_What you should do_
Count the lines below that contain the word "nodes", and reply with only that number.

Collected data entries
══════════════════════════════

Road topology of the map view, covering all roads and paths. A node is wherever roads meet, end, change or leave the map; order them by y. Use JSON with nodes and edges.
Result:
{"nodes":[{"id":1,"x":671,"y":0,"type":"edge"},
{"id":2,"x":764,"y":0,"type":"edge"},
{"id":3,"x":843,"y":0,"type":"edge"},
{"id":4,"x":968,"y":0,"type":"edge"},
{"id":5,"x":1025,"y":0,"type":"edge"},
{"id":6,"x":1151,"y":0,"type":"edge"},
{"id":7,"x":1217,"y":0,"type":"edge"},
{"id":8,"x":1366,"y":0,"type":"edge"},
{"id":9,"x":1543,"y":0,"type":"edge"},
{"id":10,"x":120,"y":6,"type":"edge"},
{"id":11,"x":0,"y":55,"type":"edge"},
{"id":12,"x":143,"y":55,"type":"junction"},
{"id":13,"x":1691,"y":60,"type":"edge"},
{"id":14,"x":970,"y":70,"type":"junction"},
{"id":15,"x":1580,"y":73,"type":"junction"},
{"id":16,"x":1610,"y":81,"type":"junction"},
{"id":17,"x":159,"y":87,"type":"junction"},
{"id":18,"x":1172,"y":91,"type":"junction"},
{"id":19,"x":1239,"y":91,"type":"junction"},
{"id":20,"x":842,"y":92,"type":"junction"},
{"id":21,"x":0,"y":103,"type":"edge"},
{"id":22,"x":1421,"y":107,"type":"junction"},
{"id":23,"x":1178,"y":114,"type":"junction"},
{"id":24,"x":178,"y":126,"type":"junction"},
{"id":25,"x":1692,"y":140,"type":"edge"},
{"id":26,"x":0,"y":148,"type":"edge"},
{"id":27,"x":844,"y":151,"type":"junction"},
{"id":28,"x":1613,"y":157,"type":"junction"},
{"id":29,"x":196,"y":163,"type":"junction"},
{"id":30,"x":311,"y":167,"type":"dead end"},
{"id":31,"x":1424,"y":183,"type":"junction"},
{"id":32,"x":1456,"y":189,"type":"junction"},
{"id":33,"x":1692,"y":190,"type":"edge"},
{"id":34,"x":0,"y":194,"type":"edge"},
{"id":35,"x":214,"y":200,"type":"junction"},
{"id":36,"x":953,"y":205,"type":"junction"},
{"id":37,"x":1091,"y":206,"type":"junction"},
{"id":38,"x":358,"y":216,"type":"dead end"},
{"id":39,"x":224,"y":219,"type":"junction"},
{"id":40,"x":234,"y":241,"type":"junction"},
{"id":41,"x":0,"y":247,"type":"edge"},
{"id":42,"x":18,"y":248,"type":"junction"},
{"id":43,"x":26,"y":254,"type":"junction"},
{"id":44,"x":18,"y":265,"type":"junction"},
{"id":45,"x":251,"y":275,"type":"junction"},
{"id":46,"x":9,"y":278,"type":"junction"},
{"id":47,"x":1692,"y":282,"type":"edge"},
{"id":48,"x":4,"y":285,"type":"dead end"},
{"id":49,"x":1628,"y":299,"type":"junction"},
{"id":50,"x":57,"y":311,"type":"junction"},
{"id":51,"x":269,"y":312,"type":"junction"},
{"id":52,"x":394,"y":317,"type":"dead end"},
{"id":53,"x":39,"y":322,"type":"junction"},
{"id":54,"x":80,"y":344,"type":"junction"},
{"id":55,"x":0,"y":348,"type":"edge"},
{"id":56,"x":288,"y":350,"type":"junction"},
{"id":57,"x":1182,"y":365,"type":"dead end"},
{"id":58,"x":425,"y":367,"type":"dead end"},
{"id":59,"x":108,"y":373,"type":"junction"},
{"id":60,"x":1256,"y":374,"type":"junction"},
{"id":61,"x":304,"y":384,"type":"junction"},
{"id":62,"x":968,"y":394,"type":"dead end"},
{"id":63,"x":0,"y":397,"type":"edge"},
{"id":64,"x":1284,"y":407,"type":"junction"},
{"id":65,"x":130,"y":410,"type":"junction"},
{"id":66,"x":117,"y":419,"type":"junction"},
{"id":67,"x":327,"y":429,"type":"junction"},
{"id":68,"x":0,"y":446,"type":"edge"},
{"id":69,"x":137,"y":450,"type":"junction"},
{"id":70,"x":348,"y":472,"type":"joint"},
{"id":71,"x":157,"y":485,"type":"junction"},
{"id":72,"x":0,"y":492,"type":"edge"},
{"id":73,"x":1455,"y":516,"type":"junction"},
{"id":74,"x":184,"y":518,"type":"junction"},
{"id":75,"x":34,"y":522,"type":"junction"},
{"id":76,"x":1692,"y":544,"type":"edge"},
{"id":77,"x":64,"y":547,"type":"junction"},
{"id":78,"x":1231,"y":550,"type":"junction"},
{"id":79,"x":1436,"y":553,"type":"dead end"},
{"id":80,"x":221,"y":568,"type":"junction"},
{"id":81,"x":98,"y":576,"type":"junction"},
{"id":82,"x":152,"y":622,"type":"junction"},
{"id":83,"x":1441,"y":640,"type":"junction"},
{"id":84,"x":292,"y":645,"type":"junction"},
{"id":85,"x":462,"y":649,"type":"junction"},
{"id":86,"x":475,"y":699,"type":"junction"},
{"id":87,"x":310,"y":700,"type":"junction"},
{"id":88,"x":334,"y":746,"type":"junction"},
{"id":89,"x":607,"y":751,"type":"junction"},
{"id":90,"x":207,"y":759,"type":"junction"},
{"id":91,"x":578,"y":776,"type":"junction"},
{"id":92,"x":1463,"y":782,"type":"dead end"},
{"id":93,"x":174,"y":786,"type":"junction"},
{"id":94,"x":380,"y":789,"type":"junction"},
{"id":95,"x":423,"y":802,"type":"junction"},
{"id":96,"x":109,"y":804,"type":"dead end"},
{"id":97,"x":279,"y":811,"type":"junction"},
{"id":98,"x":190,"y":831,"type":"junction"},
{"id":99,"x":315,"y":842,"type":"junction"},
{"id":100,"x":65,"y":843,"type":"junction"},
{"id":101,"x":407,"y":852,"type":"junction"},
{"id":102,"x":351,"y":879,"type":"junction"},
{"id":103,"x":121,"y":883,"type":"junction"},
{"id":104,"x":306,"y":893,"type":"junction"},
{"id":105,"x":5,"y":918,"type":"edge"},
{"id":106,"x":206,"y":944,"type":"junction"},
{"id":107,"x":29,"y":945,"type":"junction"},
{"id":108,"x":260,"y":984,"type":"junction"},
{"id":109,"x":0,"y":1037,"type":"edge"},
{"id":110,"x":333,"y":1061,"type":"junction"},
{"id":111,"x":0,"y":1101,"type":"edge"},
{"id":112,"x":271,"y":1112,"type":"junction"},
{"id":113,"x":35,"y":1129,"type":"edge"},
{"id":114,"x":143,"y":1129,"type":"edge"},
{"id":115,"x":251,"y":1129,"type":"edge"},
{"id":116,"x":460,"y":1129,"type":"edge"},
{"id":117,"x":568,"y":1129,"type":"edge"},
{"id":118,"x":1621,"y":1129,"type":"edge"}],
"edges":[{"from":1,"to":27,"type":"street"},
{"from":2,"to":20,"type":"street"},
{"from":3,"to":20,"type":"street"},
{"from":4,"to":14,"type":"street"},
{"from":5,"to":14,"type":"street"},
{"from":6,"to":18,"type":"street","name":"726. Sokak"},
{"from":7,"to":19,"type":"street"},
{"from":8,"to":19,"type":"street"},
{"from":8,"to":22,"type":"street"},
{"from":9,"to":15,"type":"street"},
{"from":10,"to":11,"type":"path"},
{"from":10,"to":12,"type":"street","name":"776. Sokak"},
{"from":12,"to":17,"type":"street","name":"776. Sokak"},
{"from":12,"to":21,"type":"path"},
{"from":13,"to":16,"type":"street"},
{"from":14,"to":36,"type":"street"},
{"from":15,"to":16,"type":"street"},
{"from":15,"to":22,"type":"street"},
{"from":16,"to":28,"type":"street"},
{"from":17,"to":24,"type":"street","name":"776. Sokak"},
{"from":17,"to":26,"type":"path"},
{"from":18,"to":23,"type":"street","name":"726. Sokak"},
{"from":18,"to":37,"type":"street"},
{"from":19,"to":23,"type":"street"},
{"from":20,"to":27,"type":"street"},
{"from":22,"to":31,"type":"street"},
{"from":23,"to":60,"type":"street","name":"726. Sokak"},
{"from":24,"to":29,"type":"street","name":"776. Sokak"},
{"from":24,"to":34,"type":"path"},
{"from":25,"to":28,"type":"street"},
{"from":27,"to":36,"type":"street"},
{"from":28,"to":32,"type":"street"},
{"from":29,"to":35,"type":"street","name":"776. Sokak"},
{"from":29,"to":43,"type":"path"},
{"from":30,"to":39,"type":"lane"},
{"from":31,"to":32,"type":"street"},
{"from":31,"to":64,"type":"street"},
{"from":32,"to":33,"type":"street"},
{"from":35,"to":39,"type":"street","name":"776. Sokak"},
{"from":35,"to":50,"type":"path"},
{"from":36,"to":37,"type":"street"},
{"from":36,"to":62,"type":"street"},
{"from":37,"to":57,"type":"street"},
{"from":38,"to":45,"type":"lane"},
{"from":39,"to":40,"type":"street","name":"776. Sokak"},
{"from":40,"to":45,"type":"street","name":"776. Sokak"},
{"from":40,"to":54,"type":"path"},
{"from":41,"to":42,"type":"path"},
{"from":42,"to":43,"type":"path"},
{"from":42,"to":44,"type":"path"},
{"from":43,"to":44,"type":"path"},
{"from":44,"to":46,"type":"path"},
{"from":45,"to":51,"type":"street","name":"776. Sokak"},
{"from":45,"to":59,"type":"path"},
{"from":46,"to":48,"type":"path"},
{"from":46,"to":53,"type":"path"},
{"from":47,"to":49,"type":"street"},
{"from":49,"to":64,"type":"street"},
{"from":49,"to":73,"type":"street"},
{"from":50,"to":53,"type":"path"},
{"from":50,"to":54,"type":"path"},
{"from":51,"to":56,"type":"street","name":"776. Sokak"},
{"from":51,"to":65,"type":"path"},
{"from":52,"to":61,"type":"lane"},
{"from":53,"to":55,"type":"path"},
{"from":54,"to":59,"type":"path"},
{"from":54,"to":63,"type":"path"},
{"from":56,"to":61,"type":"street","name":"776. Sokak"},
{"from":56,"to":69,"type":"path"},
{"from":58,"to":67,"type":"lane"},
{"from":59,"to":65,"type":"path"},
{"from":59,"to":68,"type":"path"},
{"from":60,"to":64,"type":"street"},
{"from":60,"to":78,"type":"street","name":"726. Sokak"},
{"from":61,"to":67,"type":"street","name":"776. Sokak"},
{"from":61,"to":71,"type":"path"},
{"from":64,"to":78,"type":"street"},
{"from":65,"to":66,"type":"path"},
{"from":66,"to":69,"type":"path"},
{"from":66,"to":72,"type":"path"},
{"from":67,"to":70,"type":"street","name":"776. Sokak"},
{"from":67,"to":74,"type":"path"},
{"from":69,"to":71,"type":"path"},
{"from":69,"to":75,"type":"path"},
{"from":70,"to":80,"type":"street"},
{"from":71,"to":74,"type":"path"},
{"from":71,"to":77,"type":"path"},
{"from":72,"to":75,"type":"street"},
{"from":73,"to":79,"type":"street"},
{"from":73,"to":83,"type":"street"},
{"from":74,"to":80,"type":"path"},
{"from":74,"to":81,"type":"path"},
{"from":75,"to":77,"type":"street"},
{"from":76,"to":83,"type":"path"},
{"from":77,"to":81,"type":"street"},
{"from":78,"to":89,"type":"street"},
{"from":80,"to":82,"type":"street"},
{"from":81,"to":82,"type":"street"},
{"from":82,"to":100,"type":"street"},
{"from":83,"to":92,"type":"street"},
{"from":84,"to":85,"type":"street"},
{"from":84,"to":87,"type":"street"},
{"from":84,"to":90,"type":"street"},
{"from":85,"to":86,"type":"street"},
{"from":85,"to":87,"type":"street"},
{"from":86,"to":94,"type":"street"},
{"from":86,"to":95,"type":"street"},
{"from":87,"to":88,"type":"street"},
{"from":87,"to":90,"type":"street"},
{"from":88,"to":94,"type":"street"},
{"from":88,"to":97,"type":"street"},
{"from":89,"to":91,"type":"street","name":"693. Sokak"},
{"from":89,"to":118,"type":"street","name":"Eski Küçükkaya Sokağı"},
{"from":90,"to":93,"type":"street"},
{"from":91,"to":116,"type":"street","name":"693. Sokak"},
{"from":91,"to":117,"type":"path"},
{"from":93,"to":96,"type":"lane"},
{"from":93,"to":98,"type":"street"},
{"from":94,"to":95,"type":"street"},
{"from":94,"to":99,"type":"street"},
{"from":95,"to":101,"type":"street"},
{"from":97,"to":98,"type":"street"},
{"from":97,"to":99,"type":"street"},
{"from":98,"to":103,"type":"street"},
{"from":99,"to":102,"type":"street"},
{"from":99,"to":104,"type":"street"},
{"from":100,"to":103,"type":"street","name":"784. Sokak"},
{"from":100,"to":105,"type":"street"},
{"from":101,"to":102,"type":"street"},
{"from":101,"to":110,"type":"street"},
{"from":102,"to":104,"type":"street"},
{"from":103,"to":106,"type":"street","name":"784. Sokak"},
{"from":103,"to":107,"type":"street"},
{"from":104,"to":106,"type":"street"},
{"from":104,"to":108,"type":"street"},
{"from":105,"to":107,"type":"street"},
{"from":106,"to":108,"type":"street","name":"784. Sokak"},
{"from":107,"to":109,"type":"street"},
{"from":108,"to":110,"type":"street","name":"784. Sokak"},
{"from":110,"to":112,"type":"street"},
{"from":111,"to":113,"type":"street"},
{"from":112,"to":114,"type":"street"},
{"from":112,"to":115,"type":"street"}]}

══════════════════════════════

_Reply_
2